Considering DH and I are trying to conceive, I might be blogging about our issues and hopefully soon to be triumphs. I'll probably create a new blog to keep them separate, but the first post about it will be here. Prepare for some possible TMI.
I have PCOS and am extremely irregular. For instance, last year Flo only came around twice. TWICE. With everything else we had on our plate last year (unemployment, school, crazy wedding planning, mom getting sick and having emergency surgery, rushed courthouse wedding, offer to move to Texas, three weeks to pack and move on said offer..) I couldn't go see a specialist. Luckily now we are better off and have to resources for me to get help and hopefully fix this problem. I get really emotional when I think about it being my fault that we can't add to our family. I want to give my husband a baby more than anything in this world, and my body just can't do it. I feel like my womanhood has been stripped from me, I feel useless. He doesn't hold any of this against me, he knows that we are in for some rough times on TTC road. It's been a while since we decided "what the heck, lets try for a baby" and nothing. This year started off great! Flo came to visit January-April. Of course the month we decide to go for it, she shies off.. and she hasn't returned. I feel defeated. I'm searching for an OB/GYN in the area and the second I find one I love, I'm making an appointment.

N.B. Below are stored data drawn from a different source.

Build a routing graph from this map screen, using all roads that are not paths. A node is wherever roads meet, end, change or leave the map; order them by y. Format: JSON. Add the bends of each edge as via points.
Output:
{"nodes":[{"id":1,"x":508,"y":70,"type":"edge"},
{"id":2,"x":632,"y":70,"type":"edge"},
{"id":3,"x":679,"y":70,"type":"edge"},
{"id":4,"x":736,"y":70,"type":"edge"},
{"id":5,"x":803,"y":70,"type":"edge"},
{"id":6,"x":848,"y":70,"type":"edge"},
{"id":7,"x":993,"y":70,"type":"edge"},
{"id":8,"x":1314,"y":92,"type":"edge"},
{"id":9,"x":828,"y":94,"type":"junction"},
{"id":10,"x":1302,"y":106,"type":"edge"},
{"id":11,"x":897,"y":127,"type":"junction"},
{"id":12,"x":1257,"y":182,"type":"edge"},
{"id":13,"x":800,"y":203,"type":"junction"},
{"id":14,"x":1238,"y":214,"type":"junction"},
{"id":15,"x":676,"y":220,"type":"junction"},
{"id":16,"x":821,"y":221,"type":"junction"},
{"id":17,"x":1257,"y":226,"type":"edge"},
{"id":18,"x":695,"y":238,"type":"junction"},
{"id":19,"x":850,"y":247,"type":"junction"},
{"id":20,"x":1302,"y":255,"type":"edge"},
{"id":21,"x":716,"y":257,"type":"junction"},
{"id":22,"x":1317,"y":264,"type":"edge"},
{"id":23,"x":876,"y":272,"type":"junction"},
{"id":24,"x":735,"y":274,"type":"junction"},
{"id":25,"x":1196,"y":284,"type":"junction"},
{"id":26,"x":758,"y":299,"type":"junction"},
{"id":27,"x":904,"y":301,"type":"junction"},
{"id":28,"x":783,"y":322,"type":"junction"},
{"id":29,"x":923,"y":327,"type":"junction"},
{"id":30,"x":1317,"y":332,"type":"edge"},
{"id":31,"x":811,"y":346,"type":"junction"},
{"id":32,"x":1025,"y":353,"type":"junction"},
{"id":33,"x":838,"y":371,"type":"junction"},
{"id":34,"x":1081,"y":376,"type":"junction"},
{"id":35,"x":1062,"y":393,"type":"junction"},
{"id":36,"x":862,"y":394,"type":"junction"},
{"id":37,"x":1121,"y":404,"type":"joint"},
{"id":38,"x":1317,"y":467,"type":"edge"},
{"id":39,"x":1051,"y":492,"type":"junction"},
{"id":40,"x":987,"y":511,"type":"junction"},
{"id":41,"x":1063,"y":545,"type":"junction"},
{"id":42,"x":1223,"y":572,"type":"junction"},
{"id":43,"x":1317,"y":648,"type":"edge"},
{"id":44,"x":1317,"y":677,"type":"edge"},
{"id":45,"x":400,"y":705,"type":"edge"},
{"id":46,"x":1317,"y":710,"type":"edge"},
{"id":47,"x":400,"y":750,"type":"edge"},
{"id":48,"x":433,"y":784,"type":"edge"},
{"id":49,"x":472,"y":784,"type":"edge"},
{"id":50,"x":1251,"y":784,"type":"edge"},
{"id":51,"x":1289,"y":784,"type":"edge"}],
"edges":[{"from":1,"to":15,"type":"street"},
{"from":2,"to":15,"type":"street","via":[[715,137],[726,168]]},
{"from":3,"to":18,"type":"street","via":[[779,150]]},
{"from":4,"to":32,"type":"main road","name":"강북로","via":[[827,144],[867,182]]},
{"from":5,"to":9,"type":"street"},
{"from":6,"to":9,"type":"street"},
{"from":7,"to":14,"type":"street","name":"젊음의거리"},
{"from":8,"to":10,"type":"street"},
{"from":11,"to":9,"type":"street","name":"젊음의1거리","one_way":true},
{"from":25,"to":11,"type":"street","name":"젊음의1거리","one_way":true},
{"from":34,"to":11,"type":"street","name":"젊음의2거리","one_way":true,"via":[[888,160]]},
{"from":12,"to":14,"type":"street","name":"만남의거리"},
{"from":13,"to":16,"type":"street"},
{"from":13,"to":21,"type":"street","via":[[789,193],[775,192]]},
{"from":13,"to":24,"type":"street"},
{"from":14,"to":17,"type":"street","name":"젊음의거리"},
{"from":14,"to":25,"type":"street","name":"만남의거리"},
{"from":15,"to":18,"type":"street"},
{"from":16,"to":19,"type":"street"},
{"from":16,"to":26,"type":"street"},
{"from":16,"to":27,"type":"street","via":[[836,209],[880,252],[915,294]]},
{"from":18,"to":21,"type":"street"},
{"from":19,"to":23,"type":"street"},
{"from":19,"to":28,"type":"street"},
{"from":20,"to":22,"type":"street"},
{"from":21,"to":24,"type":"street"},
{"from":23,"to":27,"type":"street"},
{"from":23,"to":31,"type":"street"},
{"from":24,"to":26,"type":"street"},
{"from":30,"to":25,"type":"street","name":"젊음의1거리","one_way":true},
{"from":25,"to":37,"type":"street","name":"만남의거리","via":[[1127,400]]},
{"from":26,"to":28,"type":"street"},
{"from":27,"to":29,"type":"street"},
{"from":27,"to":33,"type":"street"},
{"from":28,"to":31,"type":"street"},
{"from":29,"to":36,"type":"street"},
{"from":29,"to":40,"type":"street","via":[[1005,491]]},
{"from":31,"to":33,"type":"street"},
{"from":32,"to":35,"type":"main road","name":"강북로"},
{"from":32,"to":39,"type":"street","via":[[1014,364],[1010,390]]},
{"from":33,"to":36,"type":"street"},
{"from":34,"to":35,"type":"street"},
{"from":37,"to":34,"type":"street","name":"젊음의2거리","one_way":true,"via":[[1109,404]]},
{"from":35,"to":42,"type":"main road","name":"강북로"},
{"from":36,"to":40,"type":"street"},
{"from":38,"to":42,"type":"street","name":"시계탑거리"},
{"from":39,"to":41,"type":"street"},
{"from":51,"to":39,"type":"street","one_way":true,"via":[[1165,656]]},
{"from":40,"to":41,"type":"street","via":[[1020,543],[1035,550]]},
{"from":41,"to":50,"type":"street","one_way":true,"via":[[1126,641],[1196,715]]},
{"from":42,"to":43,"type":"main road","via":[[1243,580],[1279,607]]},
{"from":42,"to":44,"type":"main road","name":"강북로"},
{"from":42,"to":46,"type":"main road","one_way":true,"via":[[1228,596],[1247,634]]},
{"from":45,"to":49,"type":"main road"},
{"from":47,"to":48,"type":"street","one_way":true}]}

Our exercise regimen seemed to help with bringing Flo back, so tonight we start walking again. Hopefully losing 10-20lbs will bring her back out of hibernation! I'm also going back onto cinnamon capsules, they help regulate insulin levels and has helped bring her back in the past. I'm hoping these natural options will work, I'm not down with having to take more medications than I have to.
So that's where I'm at. Defeated.
:pokes tummy: hey, can you guys please work now?! I would really appreciate it.